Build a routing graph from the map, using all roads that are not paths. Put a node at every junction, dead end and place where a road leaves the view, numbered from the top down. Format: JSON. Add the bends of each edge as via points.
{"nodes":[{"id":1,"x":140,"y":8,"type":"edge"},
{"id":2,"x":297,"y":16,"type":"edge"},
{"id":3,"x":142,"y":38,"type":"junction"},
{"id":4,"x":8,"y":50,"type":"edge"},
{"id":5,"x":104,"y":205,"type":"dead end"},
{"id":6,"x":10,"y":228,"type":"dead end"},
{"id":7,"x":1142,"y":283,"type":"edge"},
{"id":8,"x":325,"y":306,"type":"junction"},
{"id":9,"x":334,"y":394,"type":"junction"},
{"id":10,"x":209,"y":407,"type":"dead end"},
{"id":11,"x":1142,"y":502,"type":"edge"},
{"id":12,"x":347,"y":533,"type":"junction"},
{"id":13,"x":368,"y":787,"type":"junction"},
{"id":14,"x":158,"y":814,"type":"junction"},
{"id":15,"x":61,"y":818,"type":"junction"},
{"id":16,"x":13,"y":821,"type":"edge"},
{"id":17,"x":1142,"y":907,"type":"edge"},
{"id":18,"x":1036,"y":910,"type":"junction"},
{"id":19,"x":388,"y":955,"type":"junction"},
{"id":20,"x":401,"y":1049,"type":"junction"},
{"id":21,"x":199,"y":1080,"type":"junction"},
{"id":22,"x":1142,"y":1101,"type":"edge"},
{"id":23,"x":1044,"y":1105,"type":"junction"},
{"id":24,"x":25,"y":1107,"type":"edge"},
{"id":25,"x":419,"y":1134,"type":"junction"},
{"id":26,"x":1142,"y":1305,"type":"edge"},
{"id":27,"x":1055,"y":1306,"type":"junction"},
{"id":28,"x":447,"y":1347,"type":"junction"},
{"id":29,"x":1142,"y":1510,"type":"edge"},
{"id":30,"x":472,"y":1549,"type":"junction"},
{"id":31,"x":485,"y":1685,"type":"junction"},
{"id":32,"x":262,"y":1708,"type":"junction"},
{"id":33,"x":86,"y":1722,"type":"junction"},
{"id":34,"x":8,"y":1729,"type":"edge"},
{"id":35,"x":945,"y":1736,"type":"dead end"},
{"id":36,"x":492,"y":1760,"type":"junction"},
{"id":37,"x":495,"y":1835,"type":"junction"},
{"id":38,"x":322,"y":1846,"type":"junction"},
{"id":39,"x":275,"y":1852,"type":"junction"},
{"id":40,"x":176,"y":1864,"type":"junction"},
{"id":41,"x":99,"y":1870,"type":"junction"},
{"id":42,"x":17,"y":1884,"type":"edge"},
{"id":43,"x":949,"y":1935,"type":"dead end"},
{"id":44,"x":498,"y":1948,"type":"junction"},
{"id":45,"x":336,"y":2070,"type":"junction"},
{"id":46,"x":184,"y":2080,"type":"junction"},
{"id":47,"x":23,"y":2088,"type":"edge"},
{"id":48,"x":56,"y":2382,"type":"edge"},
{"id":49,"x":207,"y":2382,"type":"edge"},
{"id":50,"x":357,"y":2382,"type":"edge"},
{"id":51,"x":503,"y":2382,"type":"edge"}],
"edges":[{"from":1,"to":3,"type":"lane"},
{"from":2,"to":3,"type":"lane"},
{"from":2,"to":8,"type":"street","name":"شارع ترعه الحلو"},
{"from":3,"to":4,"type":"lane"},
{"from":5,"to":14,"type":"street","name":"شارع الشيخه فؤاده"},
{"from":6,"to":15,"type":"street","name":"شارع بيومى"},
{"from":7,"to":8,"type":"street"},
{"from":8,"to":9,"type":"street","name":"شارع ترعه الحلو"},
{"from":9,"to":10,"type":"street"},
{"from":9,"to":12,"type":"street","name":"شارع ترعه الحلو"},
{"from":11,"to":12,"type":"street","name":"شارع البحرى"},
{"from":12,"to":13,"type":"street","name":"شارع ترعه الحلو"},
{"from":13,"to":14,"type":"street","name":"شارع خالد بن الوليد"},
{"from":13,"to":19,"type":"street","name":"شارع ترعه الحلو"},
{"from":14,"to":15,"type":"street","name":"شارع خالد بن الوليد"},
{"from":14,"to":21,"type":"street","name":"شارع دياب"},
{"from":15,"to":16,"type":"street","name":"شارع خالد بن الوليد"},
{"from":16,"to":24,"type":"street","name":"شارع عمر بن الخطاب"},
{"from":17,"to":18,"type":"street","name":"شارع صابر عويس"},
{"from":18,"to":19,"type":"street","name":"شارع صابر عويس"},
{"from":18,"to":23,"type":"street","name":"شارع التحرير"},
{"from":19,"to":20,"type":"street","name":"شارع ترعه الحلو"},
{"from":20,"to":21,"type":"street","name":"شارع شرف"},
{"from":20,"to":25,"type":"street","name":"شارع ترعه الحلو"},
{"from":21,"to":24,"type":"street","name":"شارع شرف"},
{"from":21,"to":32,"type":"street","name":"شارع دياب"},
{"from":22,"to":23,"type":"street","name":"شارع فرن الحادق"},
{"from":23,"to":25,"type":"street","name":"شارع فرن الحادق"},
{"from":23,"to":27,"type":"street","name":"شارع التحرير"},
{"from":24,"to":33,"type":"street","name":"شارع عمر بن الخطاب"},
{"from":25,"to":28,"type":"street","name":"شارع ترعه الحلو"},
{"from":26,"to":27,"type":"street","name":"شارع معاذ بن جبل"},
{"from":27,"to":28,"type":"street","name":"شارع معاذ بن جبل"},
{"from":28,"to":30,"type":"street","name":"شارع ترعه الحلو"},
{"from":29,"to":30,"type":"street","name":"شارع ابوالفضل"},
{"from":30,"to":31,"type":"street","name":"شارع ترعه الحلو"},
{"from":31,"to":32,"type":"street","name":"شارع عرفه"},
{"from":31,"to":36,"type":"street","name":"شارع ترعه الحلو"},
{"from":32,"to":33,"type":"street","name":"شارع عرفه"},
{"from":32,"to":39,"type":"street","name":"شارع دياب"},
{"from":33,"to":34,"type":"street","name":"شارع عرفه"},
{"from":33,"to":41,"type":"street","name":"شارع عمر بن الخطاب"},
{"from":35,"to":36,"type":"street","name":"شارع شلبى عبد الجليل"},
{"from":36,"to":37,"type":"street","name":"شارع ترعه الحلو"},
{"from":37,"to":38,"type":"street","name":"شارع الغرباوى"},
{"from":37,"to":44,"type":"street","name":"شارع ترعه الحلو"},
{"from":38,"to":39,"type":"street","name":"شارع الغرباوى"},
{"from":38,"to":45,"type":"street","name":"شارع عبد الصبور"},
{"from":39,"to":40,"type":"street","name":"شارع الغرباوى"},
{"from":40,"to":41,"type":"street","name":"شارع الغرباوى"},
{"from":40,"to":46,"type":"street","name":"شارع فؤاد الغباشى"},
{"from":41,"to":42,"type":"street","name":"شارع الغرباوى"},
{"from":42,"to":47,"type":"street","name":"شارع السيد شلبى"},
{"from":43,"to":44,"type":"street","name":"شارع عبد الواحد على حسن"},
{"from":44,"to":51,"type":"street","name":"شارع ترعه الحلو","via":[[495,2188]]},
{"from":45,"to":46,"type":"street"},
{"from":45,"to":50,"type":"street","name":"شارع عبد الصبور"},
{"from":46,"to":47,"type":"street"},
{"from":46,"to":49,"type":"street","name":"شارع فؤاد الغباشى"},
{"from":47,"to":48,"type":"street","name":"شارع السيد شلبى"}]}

Exercise goal>
When a line of the records has the word "عرفه", pick it out and copy it.

Solution for this problem>
{"from":31,"to":32,"type":"street","name":"شارع عرفه"},
{"from":32,"to":33,"type":"street","name":"شارع عرفه"},
{"from":33,"to":34,"type":"street","name":"شارع عرفه"},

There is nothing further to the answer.